Abstract

The study of commercial and cultural connections between the Greater Indus Valley and other regions of Central and Western Asia occupies a central role in the scholarly research about the Indus Tradition. Interregional trade was already established in the Indus River basin during the Neolithic period in the 6th millennium bce. However, from the early 3rd millennium bce, the Indus (Harappan) merchants and craftspeople contributed to defining, promoting, and regulating long-distance, cross-cultural trade exchanges throughout this entire region. Indus-type and Indus-related artifacts were found over a large and differentiated ecumene, encompassing Central Asia, the Iranian Plateau, Mesopotamia and the northern Levant, the Persian Gulf, and the Oman Peninsula.
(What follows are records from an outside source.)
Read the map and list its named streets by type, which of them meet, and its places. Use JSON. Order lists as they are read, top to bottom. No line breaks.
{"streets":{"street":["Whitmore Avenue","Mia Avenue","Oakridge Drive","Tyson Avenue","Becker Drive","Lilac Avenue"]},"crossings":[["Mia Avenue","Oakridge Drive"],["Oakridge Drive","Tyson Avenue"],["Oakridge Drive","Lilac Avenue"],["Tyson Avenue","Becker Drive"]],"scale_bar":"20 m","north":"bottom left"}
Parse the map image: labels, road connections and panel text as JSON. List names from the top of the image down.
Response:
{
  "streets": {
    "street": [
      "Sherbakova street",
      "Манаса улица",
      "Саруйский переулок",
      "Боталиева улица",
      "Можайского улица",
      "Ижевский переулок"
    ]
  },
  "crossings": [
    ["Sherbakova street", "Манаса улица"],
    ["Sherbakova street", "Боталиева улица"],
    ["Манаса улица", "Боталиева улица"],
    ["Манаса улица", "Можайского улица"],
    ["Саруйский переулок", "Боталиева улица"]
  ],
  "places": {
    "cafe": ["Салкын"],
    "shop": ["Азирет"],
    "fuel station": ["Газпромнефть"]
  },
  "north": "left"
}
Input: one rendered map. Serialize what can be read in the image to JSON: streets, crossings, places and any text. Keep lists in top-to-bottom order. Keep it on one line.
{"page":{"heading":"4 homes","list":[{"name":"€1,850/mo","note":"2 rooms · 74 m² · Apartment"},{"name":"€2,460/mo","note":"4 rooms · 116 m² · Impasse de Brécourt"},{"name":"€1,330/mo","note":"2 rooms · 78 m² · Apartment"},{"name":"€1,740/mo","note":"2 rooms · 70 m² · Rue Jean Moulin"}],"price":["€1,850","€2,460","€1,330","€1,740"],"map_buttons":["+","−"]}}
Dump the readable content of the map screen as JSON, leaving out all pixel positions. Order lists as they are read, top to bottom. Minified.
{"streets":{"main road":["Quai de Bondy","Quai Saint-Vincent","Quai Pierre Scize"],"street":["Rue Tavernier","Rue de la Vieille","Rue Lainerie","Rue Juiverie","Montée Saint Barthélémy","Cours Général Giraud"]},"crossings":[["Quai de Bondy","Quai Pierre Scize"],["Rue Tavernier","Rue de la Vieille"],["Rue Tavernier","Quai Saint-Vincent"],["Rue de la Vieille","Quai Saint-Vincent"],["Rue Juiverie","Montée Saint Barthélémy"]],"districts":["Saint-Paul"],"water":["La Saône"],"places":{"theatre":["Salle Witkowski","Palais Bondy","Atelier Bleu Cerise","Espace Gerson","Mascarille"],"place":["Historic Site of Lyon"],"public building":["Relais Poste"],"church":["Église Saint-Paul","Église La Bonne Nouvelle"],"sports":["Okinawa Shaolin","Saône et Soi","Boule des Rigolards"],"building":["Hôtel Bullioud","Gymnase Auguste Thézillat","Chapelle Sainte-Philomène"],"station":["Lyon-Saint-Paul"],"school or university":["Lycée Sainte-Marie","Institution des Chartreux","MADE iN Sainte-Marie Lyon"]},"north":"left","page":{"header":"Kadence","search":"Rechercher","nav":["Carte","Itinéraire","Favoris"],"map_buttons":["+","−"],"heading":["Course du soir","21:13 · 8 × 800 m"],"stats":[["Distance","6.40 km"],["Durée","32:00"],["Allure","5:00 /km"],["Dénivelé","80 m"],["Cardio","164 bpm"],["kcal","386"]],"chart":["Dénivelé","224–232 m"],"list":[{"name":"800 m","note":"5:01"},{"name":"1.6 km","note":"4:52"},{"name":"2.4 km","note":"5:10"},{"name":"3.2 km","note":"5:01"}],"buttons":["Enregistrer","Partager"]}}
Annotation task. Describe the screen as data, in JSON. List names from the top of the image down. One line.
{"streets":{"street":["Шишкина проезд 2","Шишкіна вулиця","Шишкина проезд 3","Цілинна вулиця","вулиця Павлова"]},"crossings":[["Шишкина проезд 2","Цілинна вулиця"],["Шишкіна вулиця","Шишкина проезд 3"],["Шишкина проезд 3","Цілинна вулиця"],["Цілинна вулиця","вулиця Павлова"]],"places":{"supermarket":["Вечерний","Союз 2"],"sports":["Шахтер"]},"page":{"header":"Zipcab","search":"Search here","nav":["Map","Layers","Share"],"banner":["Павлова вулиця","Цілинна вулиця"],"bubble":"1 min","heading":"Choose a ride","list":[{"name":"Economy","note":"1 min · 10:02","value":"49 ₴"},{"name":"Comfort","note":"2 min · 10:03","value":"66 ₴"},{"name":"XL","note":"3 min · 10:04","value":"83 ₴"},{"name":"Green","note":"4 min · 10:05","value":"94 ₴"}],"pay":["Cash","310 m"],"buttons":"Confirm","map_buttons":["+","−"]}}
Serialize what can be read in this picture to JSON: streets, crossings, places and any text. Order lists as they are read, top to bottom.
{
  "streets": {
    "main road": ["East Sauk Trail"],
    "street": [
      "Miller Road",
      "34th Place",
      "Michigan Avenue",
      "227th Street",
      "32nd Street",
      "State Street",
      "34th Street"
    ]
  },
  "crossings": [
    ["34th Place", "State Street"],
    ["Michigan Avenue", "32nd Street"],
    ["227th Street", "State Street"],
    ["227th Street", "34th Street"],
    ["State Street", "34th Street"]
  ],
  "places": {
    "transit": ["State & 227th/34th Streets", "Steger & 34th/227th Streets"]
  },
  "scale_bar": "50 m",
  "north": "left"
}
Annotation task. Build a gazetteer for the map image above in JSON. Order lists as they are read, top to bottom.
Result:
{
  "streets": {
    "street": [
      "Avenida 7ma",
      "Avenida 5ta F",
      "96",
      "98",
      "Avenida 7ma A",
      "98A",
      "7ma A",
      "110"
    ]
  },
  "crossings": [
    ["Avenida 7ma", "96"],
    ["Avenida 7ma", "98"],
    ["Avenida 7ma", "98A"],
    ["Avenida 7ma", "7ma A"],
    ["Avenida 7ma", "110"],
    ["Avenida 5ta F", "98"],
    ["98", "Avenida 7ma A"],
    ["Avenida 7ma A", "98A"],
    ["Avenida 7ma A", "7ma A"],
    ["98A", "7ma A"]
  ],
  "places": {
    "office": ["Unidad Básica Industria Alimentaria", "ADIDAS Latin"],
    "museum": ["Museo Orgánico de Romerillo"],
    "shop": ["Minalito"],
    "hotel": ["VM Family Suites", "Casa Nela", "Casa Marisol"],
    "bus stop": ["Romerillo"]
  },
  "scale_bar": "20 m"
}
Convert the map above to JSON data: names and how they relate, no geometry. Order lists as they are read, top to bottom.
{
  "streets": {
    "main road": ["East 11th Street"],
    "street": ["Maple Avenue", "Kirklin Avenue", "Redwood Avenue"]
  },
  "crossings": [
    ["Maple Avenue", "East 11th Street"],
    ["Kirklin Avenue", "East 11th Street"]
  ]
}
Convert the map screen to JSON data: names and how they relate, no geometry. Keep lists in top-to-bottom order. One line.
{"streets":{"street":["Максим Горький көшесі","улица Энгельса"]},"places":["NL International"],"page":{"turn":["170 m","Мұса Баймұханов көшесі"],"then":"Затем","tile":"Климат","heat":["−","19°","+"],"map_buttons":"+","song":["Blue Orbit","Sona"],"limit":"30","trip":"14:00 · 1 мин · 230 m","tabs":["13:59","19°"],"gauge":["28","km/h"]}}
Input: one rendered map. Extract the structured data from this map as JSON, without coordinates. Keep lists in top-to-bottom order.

The discovery of Indus trade tools (seals, weights, and containers) across the entire Middle Asia, complemented by information from Mesopotamian cuneiform texts, shows that entrepreneurs from the Indus Valley regularly ventured into these regions to transact with the local socioeconomic and political entities. However, Indus artifacts were also exchanged beyond this core region, eventually reaching as far the Nile River valley, Anatolia, and the Caucasus. On the contrary, only a handful of exotic trade tools and commodities have been found at sites in the Greater Indus Valley. The success of Indus trade in Central and Western Asia did not only rely on the dynamic entrepreneurialism of Indus merchants and the exotic commodities they offered. Specific products were proactively designed and manufactured in the Indus Valley to fulfill the particular needs of foreign markets, and Indus craftspeople moved beyond their native cultural sphere adapting their distinctive productions to the taste of foreign elites or reworking indigenous models. The adoption of specific seals and iconographies to regulate external trade activities suggests a conscious attempt at implementing a coordinated supraregional marketing strategy adopting shared rules and procedures, with observable globalizing impacts in various contexts of Central and Western Asia.